Certo va sempre bene che il pubblico fornisca dei feedback migliorativi, ma questi sono sicuramente più opportuni se fanno statistica: nel caso in cui varie persone comunicano la stessa problematica portando degli esempi concreti, le possibilità che venga presa in considerazione da chi gestisce il sistema crescono in modo esponenziale. Ciò significa che le semplici richieste sono molto meno efficaci dei dati concreti e di varie testimonianze.
Se poi i tecnici si immedesimano nei clienti per trovare soluzioni, il vantaggio arriva nella maggior parte dei casi quando gli stessi tecnici sono effettivamente utilizzatori del prodotto in questione. Un’ipotesi che si verifica con grande frequenza e che deve fungere da unica condizione per cui chi produce può pensare di mettersi nei panni di chi utilizza. In tal caso i professionisti che si accorgono di qualcosa che non va possono vedere se altri utilizzatori dicono lo stesso per capire come migliorare la cosa.
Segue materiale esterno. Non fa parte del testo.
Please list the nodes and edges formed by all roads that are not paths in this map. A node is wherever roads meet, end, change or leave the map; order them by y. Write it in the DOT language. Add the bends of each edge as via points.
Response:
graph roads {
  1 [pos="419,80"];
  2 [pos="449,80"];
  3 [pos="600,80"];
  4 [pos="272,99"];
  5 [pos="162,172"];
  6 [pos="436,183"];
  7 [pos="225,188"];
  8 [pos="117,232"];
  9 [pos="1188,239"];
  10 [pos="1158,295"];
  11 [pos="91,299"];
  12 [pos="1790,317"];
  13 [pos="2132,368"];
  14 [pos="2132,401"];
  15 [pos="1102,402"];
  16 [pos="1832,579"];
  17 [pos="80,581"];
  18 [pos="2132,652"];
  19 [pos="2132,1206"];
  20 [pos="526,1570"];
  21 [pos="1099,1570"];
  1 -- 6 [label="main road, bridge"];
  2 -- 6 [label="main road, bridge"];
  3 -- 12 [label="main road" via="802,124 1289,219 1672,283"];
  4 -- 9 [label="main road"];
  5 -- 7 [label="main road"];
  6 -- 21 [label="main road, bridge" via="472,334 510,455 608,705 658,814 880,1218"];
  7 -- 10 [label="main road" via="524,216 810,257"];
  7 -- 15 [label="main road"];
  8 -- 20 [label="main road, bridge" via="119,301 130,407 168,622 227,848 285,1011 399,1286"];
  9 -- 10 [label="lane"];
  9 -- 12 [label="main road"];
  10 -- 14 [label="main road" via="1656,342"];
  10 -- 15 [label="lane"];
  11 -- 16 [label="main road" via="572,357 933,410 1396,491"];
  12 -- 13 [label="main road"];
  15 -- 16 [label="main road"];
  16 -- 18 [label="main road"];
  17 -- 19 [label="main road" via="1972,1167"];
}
In aggiunta a quanto appena detto, va specificato anche il fatto che risolvere i problemi degli sviluppatori con soluzioni non pensate per gli utenti, oltre probabilmente a complicare ancora di più le cose, non porta nessun genere di beneficio a chi effettivamente adopera il prodotto in questione. Nonostante possa quindi risultare piacevole agli occhi di un tecnico dire di aver migliorato delle procedure, se queste non servono alla maggior parte degli utilizzatori sono inutili.
Per meglio chiarire quanto appena detto, possiamo riassumere il tutto sostenendo che:
- solo i consumatori possono dire quali cose non vanno di un software;
- e solo i tecnici possono intervenire per garantire dei miglioramenti.
Naturalmente queste due parti devono dialogare e collaborare tra loro, impegnandosi reciprocamente per assicurare massima prestanza dei sistemi utilizzati. Facendo le cose in altra maniera si rischia in molti casi di peggiorare il funzionamento dei programmi.